An Israeli company with a new long-lasting pill for Parkinson’s disease expects to bring it to market by the middle of next year, Reuters reported on Wednesday.
Intec Pharma is conducting a late stage trial for its levodopa drug, which opens up like an accordion and remains in the stomach for 8-12 hours, requiring fewer doses a day. Intec recently completed enrolling 462 patients for a Phase III trial for the pill.
The Phase II trial showed a 45 percent reduction in “daily off time,” which gave patients more than two extra hours a day of movement.
“I feel very comfortable that we have an approvable program here. I would like to see as big an effect size as possible, but there is commercial viability at any effect size,” Jeffrey Meckler, Intec’s chief executive, told Reuters after a news conference on Wednesday.

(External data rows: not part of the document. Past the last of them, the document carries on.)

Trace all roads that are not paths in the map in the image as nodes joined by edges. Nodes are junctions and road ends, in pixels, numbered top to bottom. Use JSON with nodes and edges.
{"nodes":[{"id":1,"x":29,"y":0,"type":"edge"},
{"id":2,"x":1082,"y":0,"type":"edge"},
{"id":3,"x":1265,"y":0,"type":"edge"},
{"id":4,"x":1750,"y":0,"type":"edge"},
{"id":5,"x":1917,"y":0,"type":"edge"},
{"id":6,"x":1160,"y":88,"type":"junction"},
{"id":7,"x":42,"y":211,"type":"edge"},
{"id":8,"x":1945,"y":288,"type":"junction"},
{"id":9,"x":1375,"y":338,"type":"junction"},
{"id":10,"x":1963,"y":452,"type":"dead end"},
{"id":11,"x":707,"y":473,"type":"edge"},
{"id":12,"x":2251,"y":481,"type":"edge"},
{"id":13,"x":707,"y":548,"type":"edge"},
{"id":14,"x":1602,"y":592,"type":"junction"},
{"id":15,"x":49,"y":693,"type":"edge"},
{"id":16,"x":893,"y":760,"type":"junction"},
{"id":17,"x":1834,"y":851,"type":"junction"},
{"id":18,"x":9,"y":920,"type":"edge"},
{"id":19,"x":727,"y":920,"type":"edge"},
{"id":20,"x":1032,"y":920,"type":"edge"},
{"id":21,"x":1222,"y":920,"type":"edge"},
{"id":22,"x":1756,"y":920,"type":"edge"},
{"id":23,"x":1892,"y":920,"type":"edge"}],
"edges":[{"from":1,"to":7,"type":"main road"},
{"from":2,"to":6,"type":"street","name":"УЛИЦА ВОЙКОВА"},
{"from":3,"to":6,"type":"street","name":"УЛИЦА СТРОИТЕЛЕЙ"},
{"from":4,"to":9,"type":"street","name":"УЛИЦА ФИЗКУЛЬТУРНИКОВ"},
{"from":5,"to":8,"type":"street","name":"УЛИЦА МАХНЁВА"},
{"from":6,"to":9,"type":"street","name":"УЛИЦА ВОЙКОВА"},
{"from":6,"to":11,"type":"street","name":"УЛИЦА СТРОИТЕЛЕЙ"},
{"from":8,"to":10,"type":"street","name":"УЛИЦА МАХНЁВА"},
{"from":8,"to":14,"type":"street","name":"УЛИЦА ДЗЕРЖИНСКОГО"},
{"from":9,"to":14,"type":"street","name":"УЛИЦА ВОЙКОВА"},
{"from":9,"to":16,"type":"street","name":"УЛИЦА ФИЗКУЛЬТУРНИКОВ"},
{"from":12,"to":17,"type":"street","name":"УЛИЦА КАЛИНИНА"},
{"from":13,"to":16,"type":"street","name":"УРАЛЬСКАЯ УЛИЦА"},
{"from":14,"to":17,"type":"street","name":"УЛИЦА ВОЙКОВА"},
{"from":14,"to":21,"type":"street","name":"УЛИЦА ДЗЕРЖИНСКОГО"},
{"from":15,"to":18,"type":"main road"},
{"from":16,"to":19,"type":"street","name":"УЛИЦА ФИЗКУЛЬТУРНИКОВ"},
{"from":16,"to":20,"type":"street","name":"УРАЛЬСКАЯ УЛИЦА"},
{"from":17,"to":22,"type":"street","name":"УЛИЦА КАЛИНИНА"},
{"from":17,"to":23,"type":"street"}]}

“I hope next year we will be able to monetize value out of the Parkinson’s program, whether that is the sale of the company, sale of the program or a license partnership,” said Meckler, who took over in July 2017.
He said a large number of Parkinson’s companies were interested in the program, but he declined to elaborate.
Assuming a 10 percent market share, Meckler said: “We have a drug that is worth more than $300 million a year.”
Intec’s strategy is to take existing drugs and insert them into its delivery platform, in which medicine is folded up in a film with layers that opens like an accordion.
Intec is working on trying to adapt its platform for an undisclosed drug from Novartis and a decision is expected on its viability in early 2019, said Meckler.
Jeffrey Meckler, chief executive of Israel’s Intec Pharma holds up their long-lasting pill to treat Parkinson’s disease, Wednesday. (Reuters/Steven Scheer)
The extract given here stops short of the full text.